(LISTED ENTRIES):
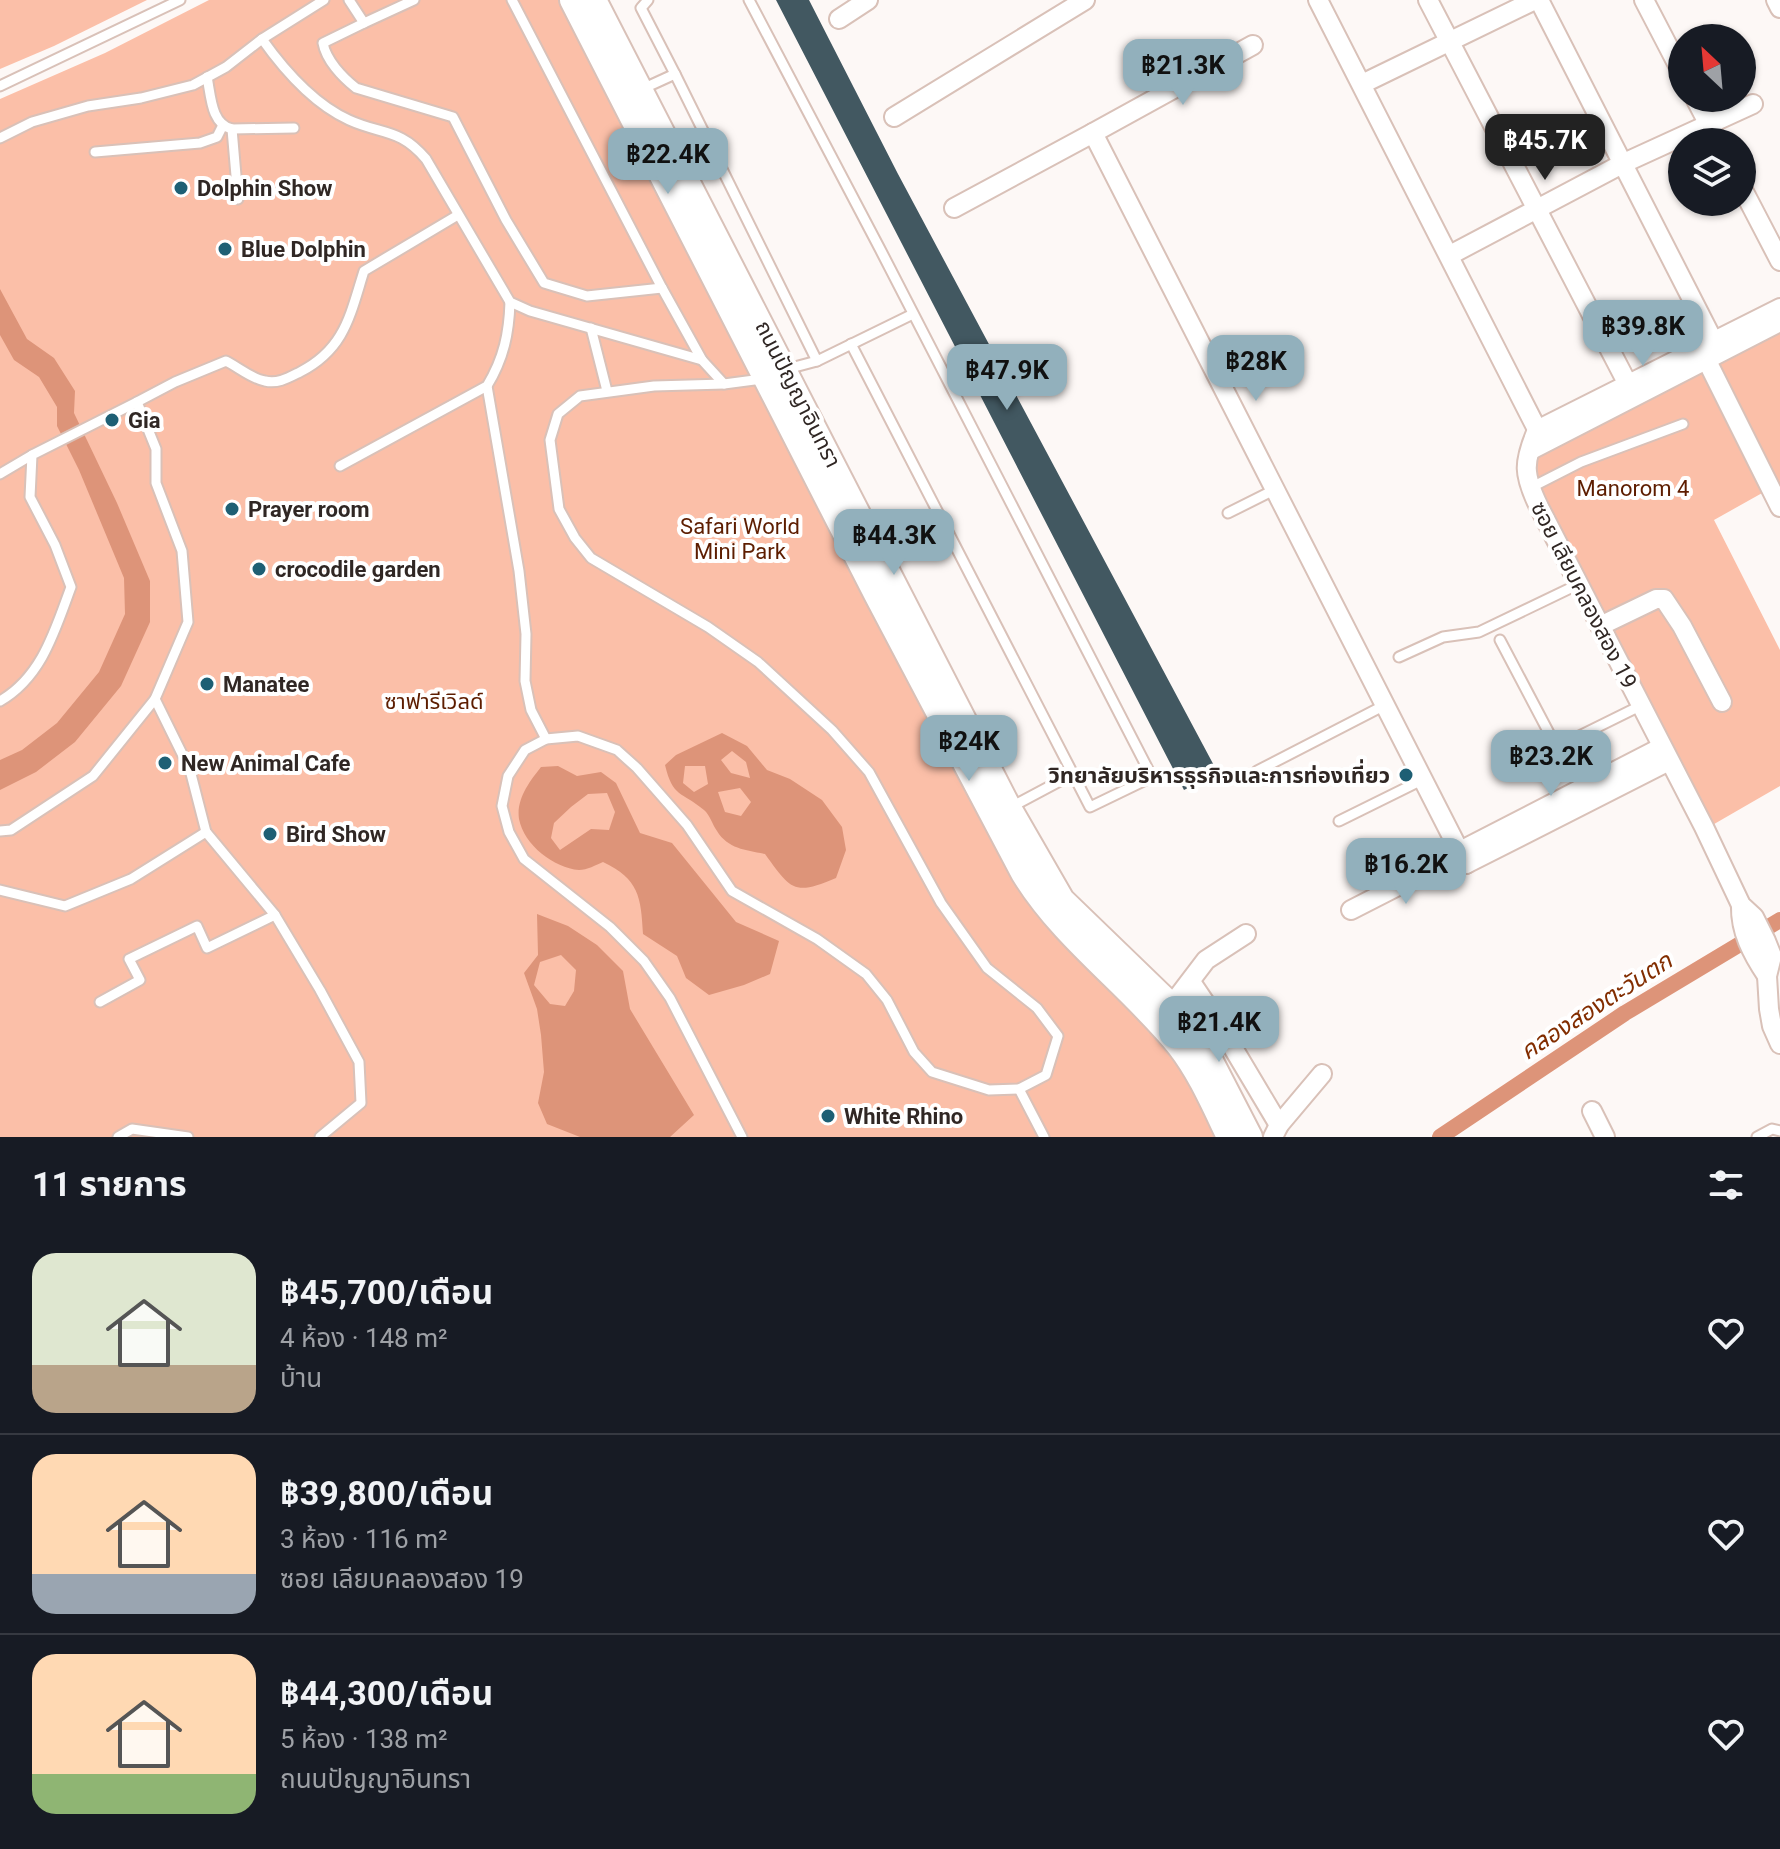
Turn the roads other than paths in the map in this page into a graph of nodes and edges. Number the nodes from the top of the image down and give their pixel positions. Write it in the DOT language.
graph roads {
  1 [pos="180,0"];
  2 [pos="324,0"];
  3 [pos="349,0"];
  4 [pos="414,0"];
  5 [pos="512,0"];
  6 [pos="572,0"];
  7 [pos="594,0"];
  8 [pos="648,0"];
  9 [pos="749,0"];
  10 [pos="868,0"];
  11 [pos="1085,0"];
  12 [pos="1318,0"];
  13 [pos="1428,0"];
  14 [pos="1537,0"];
  15 [pos="1644,0"];
  16 [pos="1776,0"];
  17 [pos="1780,8"];
  18 [pos="839,19"];
  19 [pos="364,23"];
  20 [pos="262,39"];
  21 [pos="1450,42"];
  22 [pos="1253,45"];
  23 [pos="1668,46"];
  24 [pos="675,74"];
  25 [pos="207,77"];
  26 [pos="1,84"];
  27 [pos="1362,84"];
  28 [pos="632,94"];
  29 [pos="1702,112"];
  30 [pos="1734,112"];
  31 [pos="894,117"];
  32 [pos="1708,123"];
  33 [pos="227,128"];
  34 [pos="294,128"];
  35 [pos="1711,128"];
  36 [pos="1093,133"];
  37 [pos="0,138"];
  38 [pos="95,152"];
  39 [pos="1624,163"];
  40 [pos="238,199"];
  41 [pos="954,208"];
  42 [pos="1536,211"];
  43 [pos="458,215"];
  44 [pos="1756,215"];
  45 [pos="1450,255"];
  46 [pos="1780,261"];
  47 [pos="662,288"];
  48 [pos="510,302"];
  49 [pos="1780,308"];
  50 [pos="913,314"];
  51 [pos="1780,322"];
  52 [pos="591,328"];
  53 [pos="851,344"];
  54 [pos="1710,350"];
  55 [pos="702,360"];
  56 [pos="817,361"];
  57 [pos="775,374"];
  58 [pos="724,384"];
  59 [pos="487,386"];
  60 [pos="1630,389"];
  61 [pos="607,391"];
  62 [pos="137,402"];
  63 [pos="1683,424"];
  64 [pos="1540,436"];
  65 [pos="32,455"];
  66 [pos="340,466"];
  67 [pos="0,474"];
  68 [pos="1774,481"];
  69 [pos="1530,488"];
  70 [pos="1276,489"];
  71 [pos="1780,507"];
  72 [pos="1228,513"];
  73 [pos="1579,584"];
  74 [pos="1600,626"];
  75 [pos="1500,640"];
  76 [pos="1399,657"];
  77 [pos="155,699"];
  78 [pos="0,701"];
  79 [pos="1722,702"];
  80 [pos="1385,705"];
  81 [pos="1640,706"];
  82 [pos="546,739"];
  83 [pos="1557,747"];
  84 [pos="1666,754"];
  85 [pos="1257,771"];
  86 [pos="1569,771"];
  87 [pos="1073,774"];
  88 [pos="1424,779"];
  89 [pos="1001,813"];
  90 [pos="1339,821"];
  91 [pos="0,831"];
  92 [pos="206,832"];
  93 [pos="1463,857"];
  94 [pos="0,890"];
  95 [pos="1351,910"];
  96 [pos="275,915"];
  97 [pos="1246,934"];
  98 [pos="1191,982"];
  99 [pos="100,1002"];
  100 [pos="1171,1006"];
  101 [pos="1780,1044"];
  102 [pos="1322,1074"];
  103 [pos="1019,1089"];
  104 [pos="1592,1111"];
  105 [pos="1276,1131"];
  106 [pos="1780,1131"];
  107 [pos="118,1137"];
  108 [pos="188,1137"];
  109 [pos="320,1137"];
  110 [pos="742,1137"];
  111 [pos="1044,1137"];
  112 [pos="1229,1137"];
  113 [pos="1250,1137"];
  114 [pos="1605,1137"];
  115 [pos="1757,1137"];
  1 -- 26 [label="lane"];
  2 -- 20 [label="lane"];
  3 -- 19 [label="lane"];
  4 -- 19 [label="lane"];
  5 -- 47 [label="lane"];
  6 -- 28 [label="street, ถนนปัญญาอินทรา"];
  7 -- 28 [label="street, ถนนปัญญาอินทรา"];
  8 -- 24 [label="lane"];
  9 -- 50 [label="lane"];
  10 -- 18 [label="street"];
  11 -- 31 [label="street"];
  12 -- 27 [label="street"];
  13 -- 21 [label="street"];
  14 -- 21 [label="street"];
  14 -- 39 [label="street"];
  15 -- 23 [label="street"];
  16 -- 17 [label="street"];
  19 -- 47 [label="lane"];
  20 -- 25 [label="lane"];
  20 -- 43 [label="lane"];
  21 -- 27 [label="street"];
  21 -- 42 [label="street"];
  22 -- 36 [label="street"];
  24 -- 28 [label="lane"];
  24 -- 56 [label="lane"];
  25 -- 33 [label="lane"];
  25 -- 37 [label="lane"];
  27 -- 45 [label="street"];
  28 -- 57 [label="street, ถนนปัญญาอินทรา"];
  29 -- 32 [label="street"];
  30 -- 32 [label="street"];
  32 -- 35 [label="street"];
  32 -- 39 [label="street"];
  33 -- 34 [label="lane"];
  33 -- 38 [label="lane"];
  33 -- 40 [label="lane"];
  36 -- 41 [label="street"];
  36 -- 70 [label="street"];
  39 -- 42 [label="street"];
  39 -- 54 [label="street"];
  42 -- 45 [label="street"];
  42 -- 60 [label="street"];
  43 -- 48 [label="lane"];
  43 -- 62 [label="lane"];
  44 -- 46 [label="street"];
  45 -- 64 [label="street"];
  47 -- 55 [label="lane"];
  48 -- 52 [label="lane"];
  48 -- 59 [label="lane"];
  49 -- 54 [label="street"];
  50 -- 53 [label="lane"];
  50 -- 87 [label="lane"];
  51 -- 54 [label="street"];
  52 -- 55 [label="lane"];
  52 -- 61 [label="lane"];
  53 -- 56 [label="lane"];
  53 -- 87 [label="lane"];
  54 -- 60 [label="street"];
  54 -- 68 [label="street"];
  55 -- 58 [label="lane"];
  56 -- 57 [label="lane"];
  57 -- 58 [label="lane"];
  57 -- 89 [label="street, ถนนปัญญาอินทรา"];
  58 -- 61 [label="lane"];
  59 -- 66 [label="lane"];
  59 -- 82 [label="lane"];
  60 -- 64 [label="street"];
  61 -- 103 [label="lane"];
  62 -- 65 [label="lane"];
  62 -- 77 [label="lane"];
  63 -- 69 [label="lane"];
  64 -- 69 [label="street, ซอย เลียบคลองสอง 19"];
  65 -- 67 [label="lane"];
  65 -- 78 [label="lane"];
  68 -- 71 [label="street"];
  69 -- 73 [label="street, ซอย เลียบคลองสอง 19"];
  70 -- 72 [label="lane"];
  70 -- 80 [label="street"];
  73 -- 74 [label="street, ซอย เลียบคลองสอง 19"];
  73 -- 76 [label="lane"];
  74 -- 79 [label="street"];
  74 -- 81 [label="street, ซอย เลียบคลองสอง 19"];
  75 -- 83 [label="lane"];
  77 -- 91 [label="lane"];
  77 -- 92 [label="lane"];
  80 -- 85 [label="lane"];
  80 -- 88 [label="street"];
  81 -- 83 [label="lane"];
  81 -- 84 [label="street, ซอย เลียบคลองสอง 19"];
  82 -- 103 [label="lane"];
  82 -- 110 [label="lane"];
  83 -- 86 [label="lane"];
  84 -- 93 [label="street"];
  84 -- 101 [label="street, ซอย เลียบคลองสอง 19"];
  87 -- 89 [label="lane"];
  88 -- 90 [label="lane"];
  88 -- 93 [label="street"];
  89 -- 100 [label="street, ถนนปัญญาอินทรา"];
  89 -- 112 [label="street, ถนนปัญญาอินทรา"];
  92 -- 94 [label="lane"];
  92 -- 96 [label="lane"];
  93 -- 95 [label="street"];
  96 -- 99 [label="lane"];
  96 -- 109 [label="lane"];
  97 -- 98 [label="street"];
  98 -- 100 [label="street"];
  98 -- 105 [label="street"];
  100 -- 113 [label="street, ถนนปัญญาอินทรา"];
  102 -- 105 [label="street"];
  103 -- 111 [label="lane"];
  104 -- 114 [label="street"];
  106 -- 115 [label="lane"];
  107 -- 108 [label="lane"];
}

(REQUIRED WORK):
Filter the records above down to the lines that hold the string "graph".

(OUTPUT FOR THIS TASK):
Turn the roads other than paths in the map in this page into a graph of nodes and edges. Number the nodes from the top of the image down and give their pixel positions. Write it in the DOT language.
graph roads {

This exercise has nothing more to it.